- **TASK**
Lines below that include the word "edges" should each be copied.

Data excerpts:
____
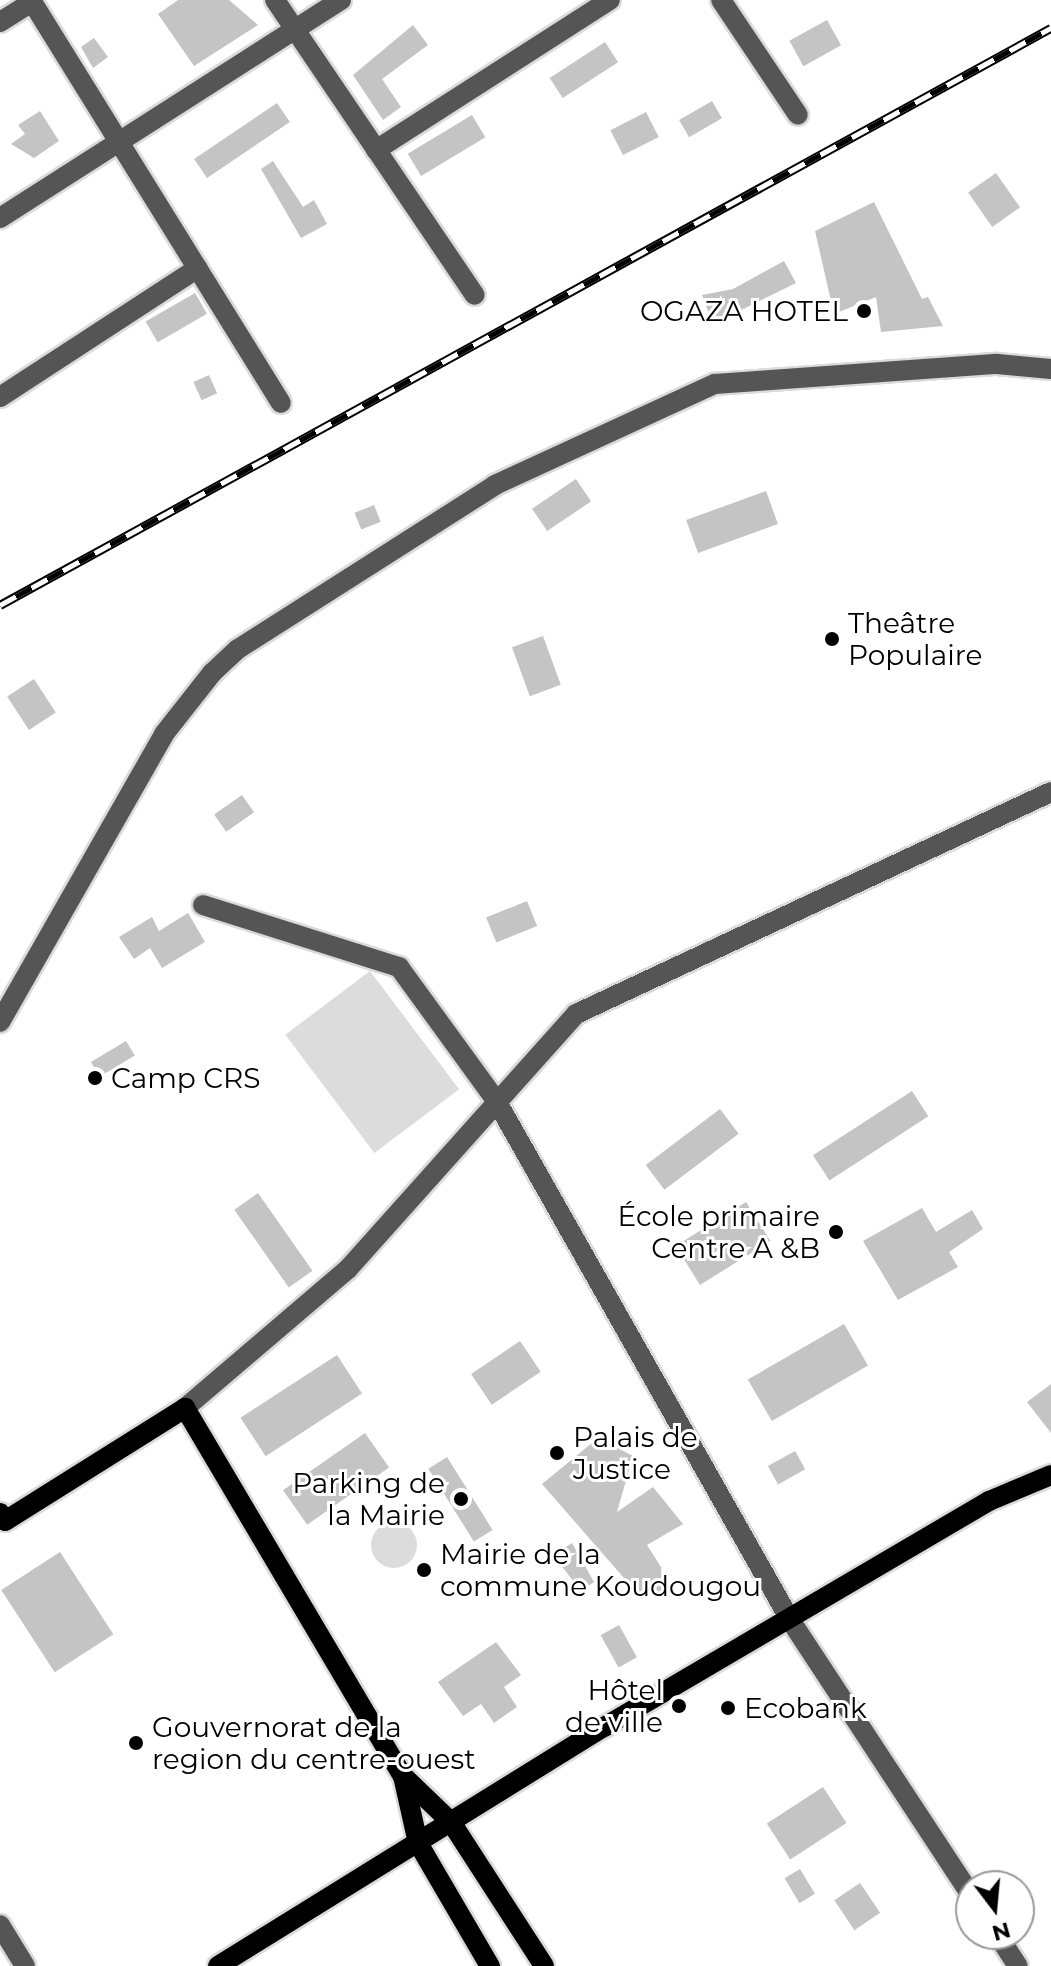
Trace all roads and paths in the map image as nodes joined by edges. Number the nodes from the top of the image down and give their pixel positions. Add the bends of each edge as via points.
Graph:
1 (275, 0) edge
2 (341, 0) edge
3 (610, 0) edge
4 (721, 0) edge
5 (32, 1) edge
6 (0, 22) edge
7 (295, 30) junction
8 (798, 115) dead end
9 (119, 142) junction
10 (376, 150) junction
11 (0, 218) edge
12 (198, 268) junction
13 (475, 295) dead end
14 (1051, 369) edge
15 (0, 397) edge
16 (281, 403) dead end
17 (1051, 792) edge
18 (203, 905) dead end
19 (0, 1022) edge
20 (497, 1102) junction
21 (185, 1408) junction
22 (1050, 1474) edge
23 (2, 1520) edge
24 (789, 1618) junction
25 (403, 1776) junction
26 (444, 1827) junction
27 (418, 1843) junction
28 (955, 1871) edge
29 (0, 1925) edge
30 (25, 1966) edge
31 (218, 1966) edge
32 (490, 1966) edge
33 (544, 1966) edge

1 - 7 street
2 - 7 street
3 - 10 street
4 - 8 street
5 - 6 street
5 - 9 street
7 - 9 street
7 - 10 street
9 - 11 street
9 - 12 street
10 - 13 street
12 - 15 street
12 - 16 street
14 - 19 street via 997,364 715,384 495,485 238,649 212,673 164,734
17 - 20 street via 576,1014
18 - 20 street via 399,967
20 - 21 street via 348,1269
20 - 24 street
21 - 23 main road
21 - 25 main road
22 - 24 main road via 989,1501
24 - 26 main road
24 - 28 street
25 - 26 main road
25 - 27 main road
26 - 27 main road
26 - 33 main road
27 - 31 main road
27 - 32 main road
29 - 30 street

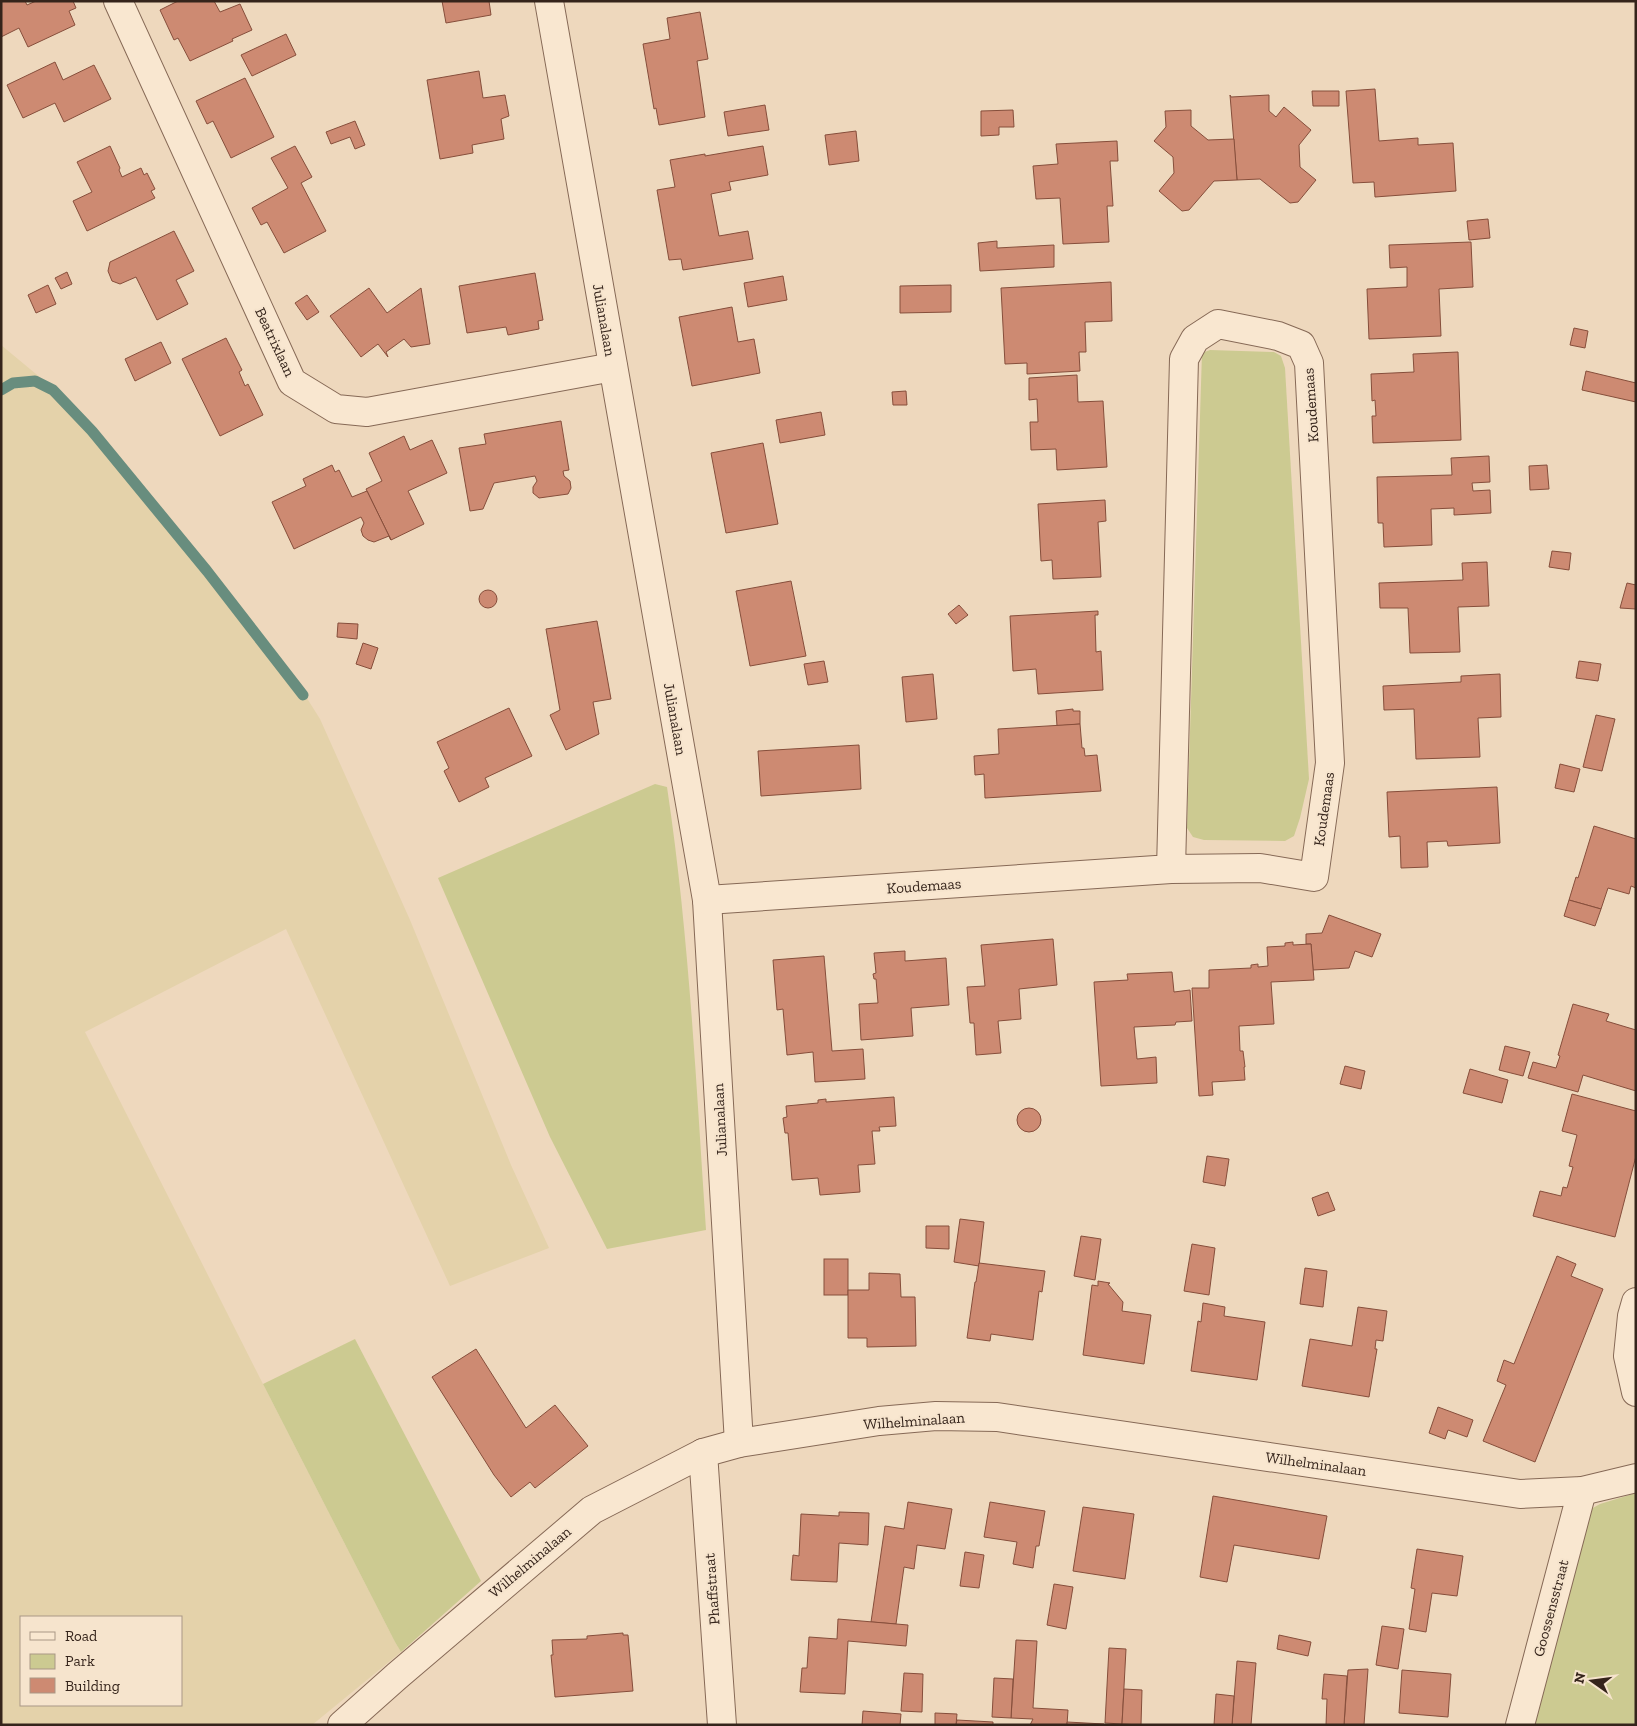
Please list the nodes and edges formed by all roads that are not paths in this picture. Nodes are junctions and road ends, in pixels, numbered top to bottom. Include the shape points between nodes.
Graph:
1 (118, 1) edge
2 (549, 1) edge
3 (612, 367) junction
4 (1170, 869) junction
5 (707, 900) junction
6 (1636, 1302) edge
7 (1636, 1392) edge
8 (739, 1443) junction
9 (703, 1453) junction
10 (1636, 1478) edge
11 (1582, 1490) junction
12 (342, 1725) edge
13 (722, 1725) edge
14 (1520, 1725) edge

1 - 3 street, Beatrixlaan via 292,382 336,409 367,412
2 - 3 street, Julianalaan
3 - 5 street, Julianalaan
4 - 4 street, Koudemaas via 1184,359 1195,339 1218,324 1278,336 1301,345 1309,363 1330,763 1314,877 1260,868
4 - 5 street, Koudemaas
5 - 8 street, Julianalaan
6 - 7 street via 1628,1356
8 - 9 street, Wilhelminalaan
8 - 11 street, Wilhelminalaan via 879,1421 936,1416 997,1417 1520,1494
9 - 12 street, Wilhelminalaan via 592,1510
9 - 13 street, Phaffstraat
10 - 11 street, Wilhelminalaan
11 - 14 street, Goossensstraat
____
- **EXERCISE OUTPUT**
Trace all roads and paths in the map image as nodes joined by edges. Number the nodes from the top of the image down and give their pixel positions. Add the bends of each edge as via points.
Please list the nodes and edges formed by all roads that are not paths in this picture. Nodes are junctions and road ends, in pixels, numbered top to bottom. Include the shape points between nodes.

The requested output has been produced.